- REQUIRED WORK
Find the lines of the listing that contain the string "NayKyar", and return them.

- RECORDS TO PROCESS
★ ★ ★ ★ ★ ★ ★

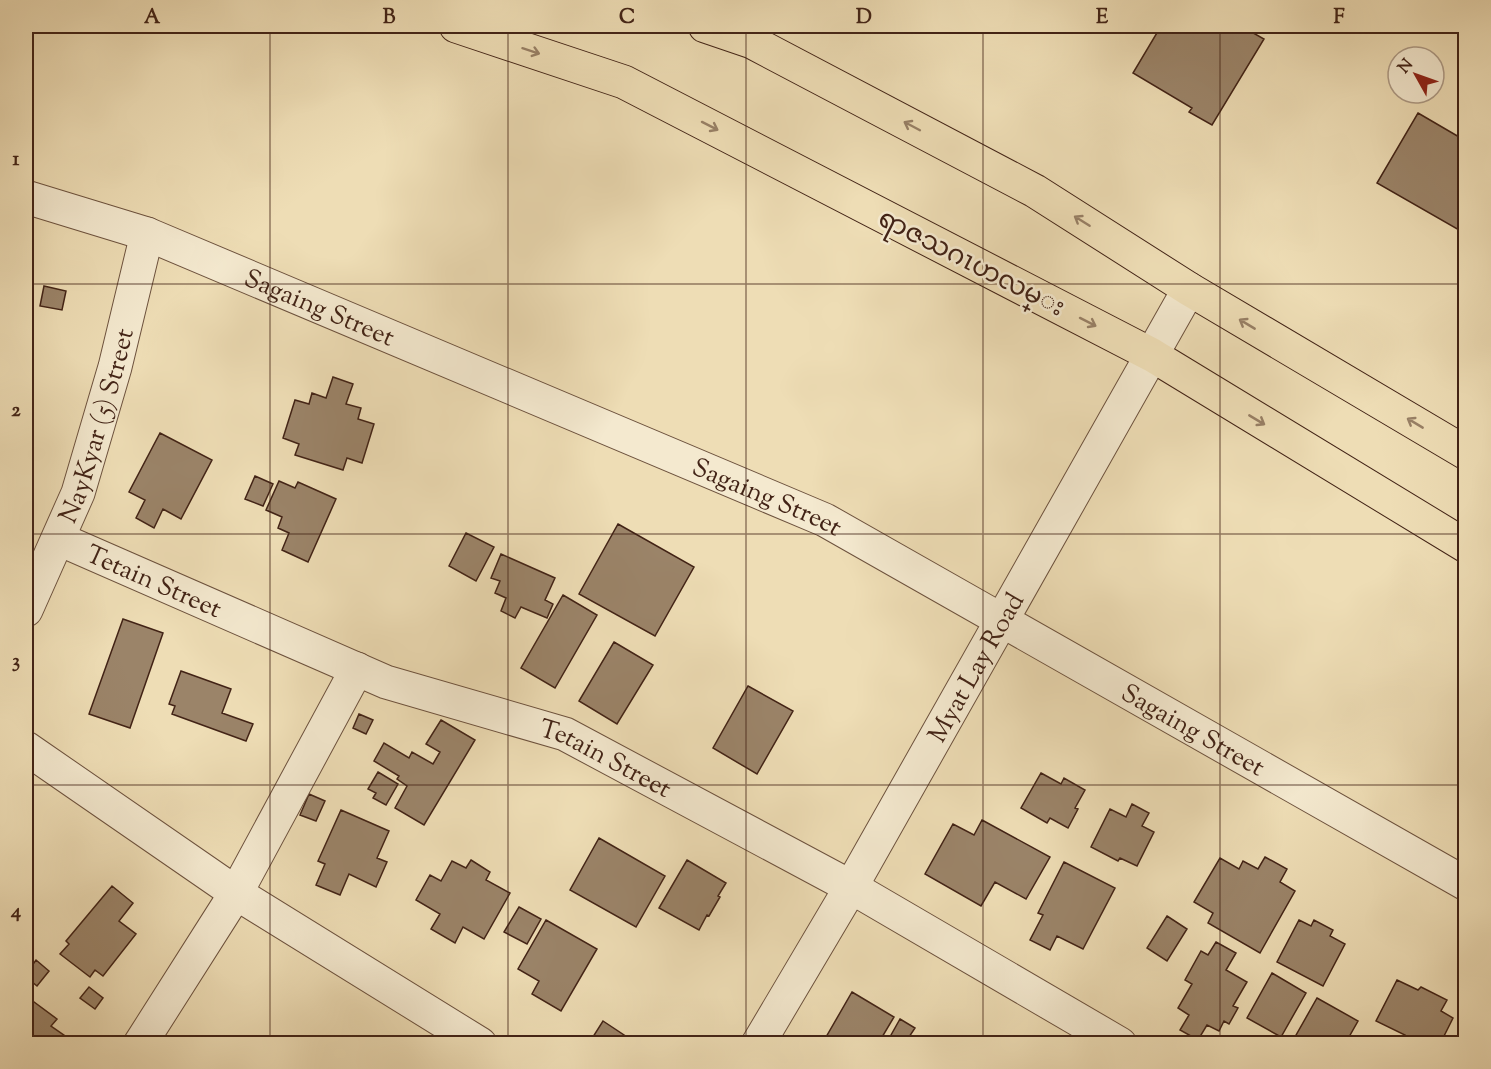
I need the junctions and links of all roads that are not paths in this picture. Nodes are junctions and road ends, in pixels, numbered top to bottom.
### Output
1 (456, 26) edge
2 (705, 26) edge
3 (26, 197) edge
4 (147, 234) junction
5 (1189, 289) junction
6 (1152, 355) junction
7 (1466, 453) edge
8 (59, 539) junction
9 (1466, 546) edge
10 (26, 610) edge
11 (1001, 621) junction
12 (357, 669) junction
13 (26, 748) edge
14 (1466, 884) edge
15 (851, 887) junction
16 (236, 893) junction
17 (140, 1044) edge
18 (480, 1044) edge
19 (758, 1044) edge
20 (1120, 1044) edge

1 -> 6 main road, ရာဇသဂၤဟလမ္း
5 -> 2 main road
3 - 4 street, Sagaing Street
4 - 8 street, NayKyar (5) Street
4 - 11 street, Sagaing Street
5 - 6 street, Myat Lay Road
7 -> 5 main road
6 -> 9 main road, ရာဇသဂၤဟလမ္း
6 - 11 street, Myat Lay Road
8 - 10 street, NayKyar (5) Street
8 - 12 street, Tetain Street
11 - 14 street, Sagaing Street
11 - 15 street, Myat Lay Road
12 - 15 street, Tetain Street
12 - 16 street
13 - 16 street
15 - 19 street, Myat Lay Road
15 - 20 street, Tetain Street
16 - 17 street
16 - 18 street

★ ★ ★ ★ ★ ★ ★

- ANSWER BOX
4 - 8 street, NayKyar (5) Street
8 - 10 street, NayKyar (5) Street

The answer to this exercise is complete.